##### Data for review
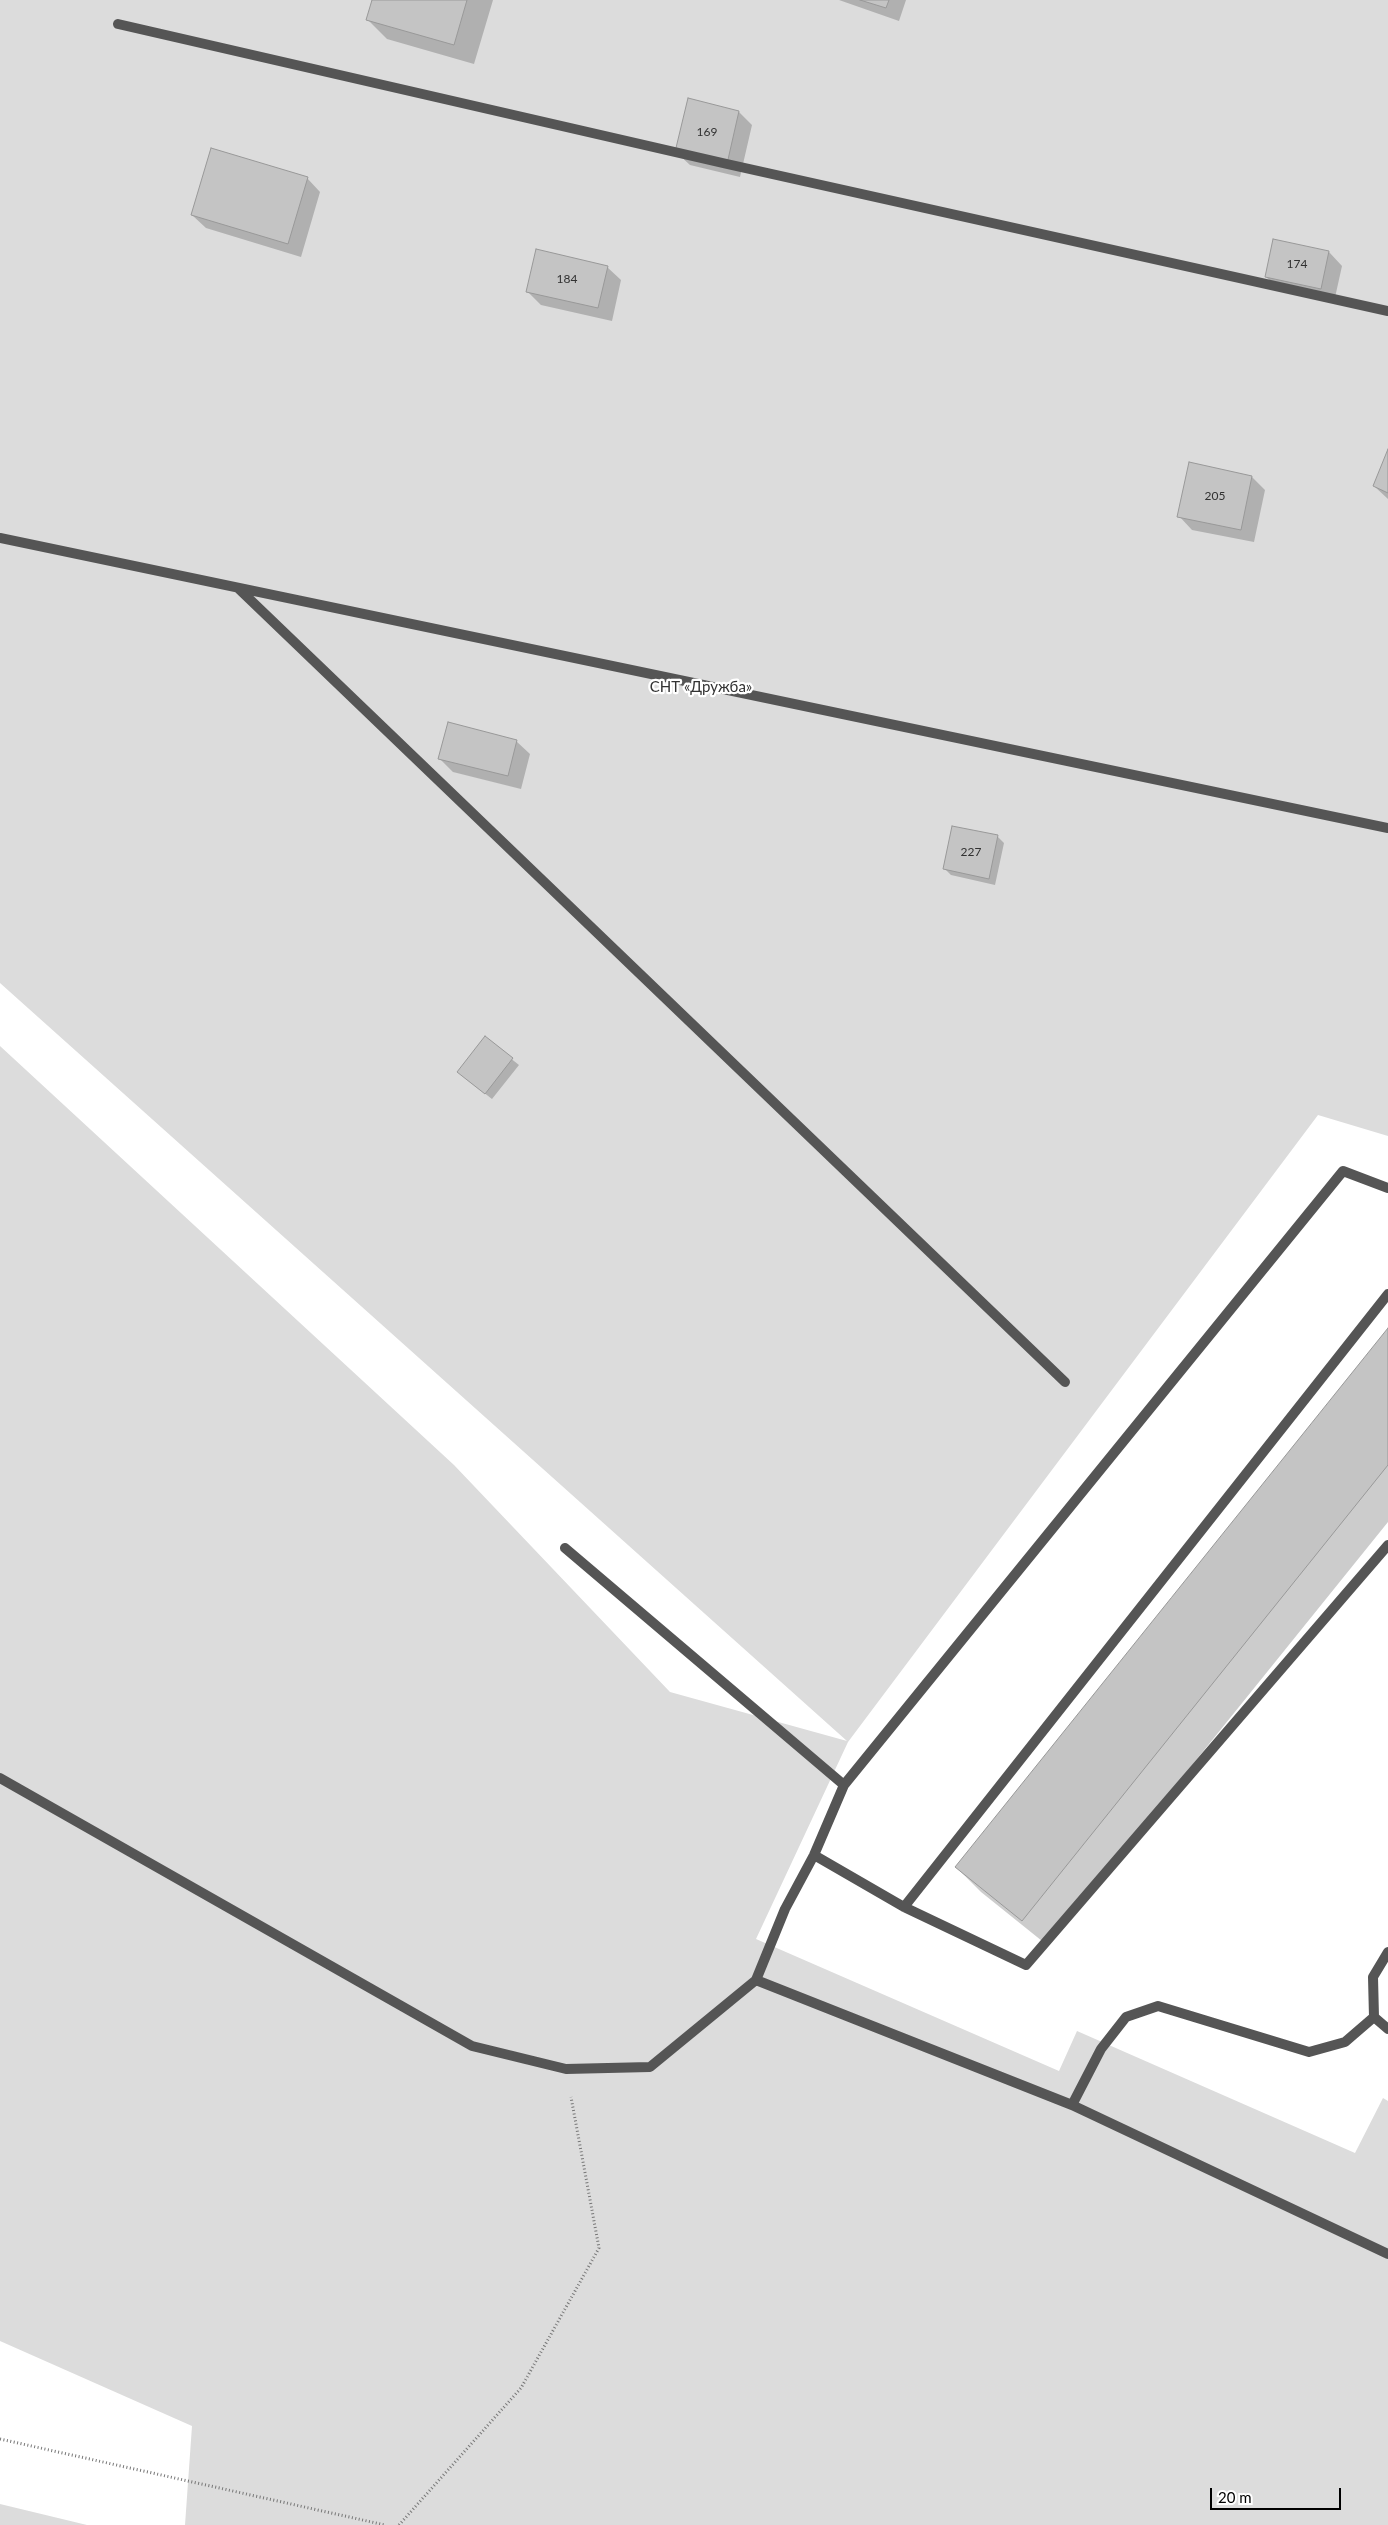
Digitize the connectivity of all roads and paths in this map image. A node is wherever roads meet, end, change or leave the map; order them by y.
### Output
1 (118, 24) dead end
2 (1388, 310) edge
3 (0, 538) edge
4 (239, 589) junction
5 (1388, 828) edge
6 (1388, 1188) edge
7 (1388, 1294) edge
8 (1065, 1382) dead end
9 (1388, 1545) edge
10 (565, 1548) dead end
11 (0, 1778) edge
12 (844, 1785) junction
13 (814, 1856) junction
14 (904, 1907) junction
15 (1388, 1952) edge
16 (756, 1980) junction
17 (1374, 2017) junction
18 (1388, 2030) edge
19 (566, 2069) junction
20 (1072, 2105) junction
21 (1388, 2254) edge
22 (0, 2439) edge
23 (385, 2525) edge
24 (399, 2525) edge

1 - 2 lane
3 - 4 lane
4 - 5 lane
4 - 8 lane
6 - 12 lane
7 - 14 lane
9 - 14 lane
10 - 12 lane
11 - 19 lane
12 - 13 lane
13 - 14 lane
13 - 16 lane
15 - 17 lane
16 - 19 lane
16 - 20 lane
17 - 18 lane
17 - 20 lane
19 - 24 path
20 - 21 lane
22 - 23 path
##########
### About this exercise
Retype the data above in full, exactly as it stands, and skip any image.

### Answer to the problem
Digitize the connectivity of all roads and paths in this map image. A node is wherever roads meet, end, change or leave the map; order them by y.
### Output
1 (118, 24) dead end
2 (1388, 310) edge
3 (0, 538) edge
4 (239, 589) junction
5 (1388, 828) edge
6 (1388, 1188) edge
7 (1388, 1294) edge
8 (1065, 1382) dead end
9 (1388, 1545) edge
10 (565, 1548) dead end
11 (0, 1778) edge
12 (844, 1785) junction
13 (814, 1856) junction
14 (904, 1907) junction
15 (1388, 1952) edge
16 (756, 1980) junction
17 (1374, 2017) junction
18 (1388, 2030) edge
19 (566, 2069) junction
20 (1072, 2105) junction
21 (1388, 2254) edge
22 (0, 2439) edge
23 (385, 2525) edge
24 (399, 2525) edge

1 - 2 lane
3 - 4 lane
4 - 5 lane
4 - 8 lane
6 - 12 lane
7 - 14 lane
9 - 14 lane
10 - 12 lane
11 - 19 lane
12 - 13 lane
13 - 14 lane
13 - 16 lane
15 - 17 lane
16 - 19 lane
16 - 20 lane
17 - 18 lane
17 - 20 lane
19 - 24 path
20 - 21 lane
22 - 23 path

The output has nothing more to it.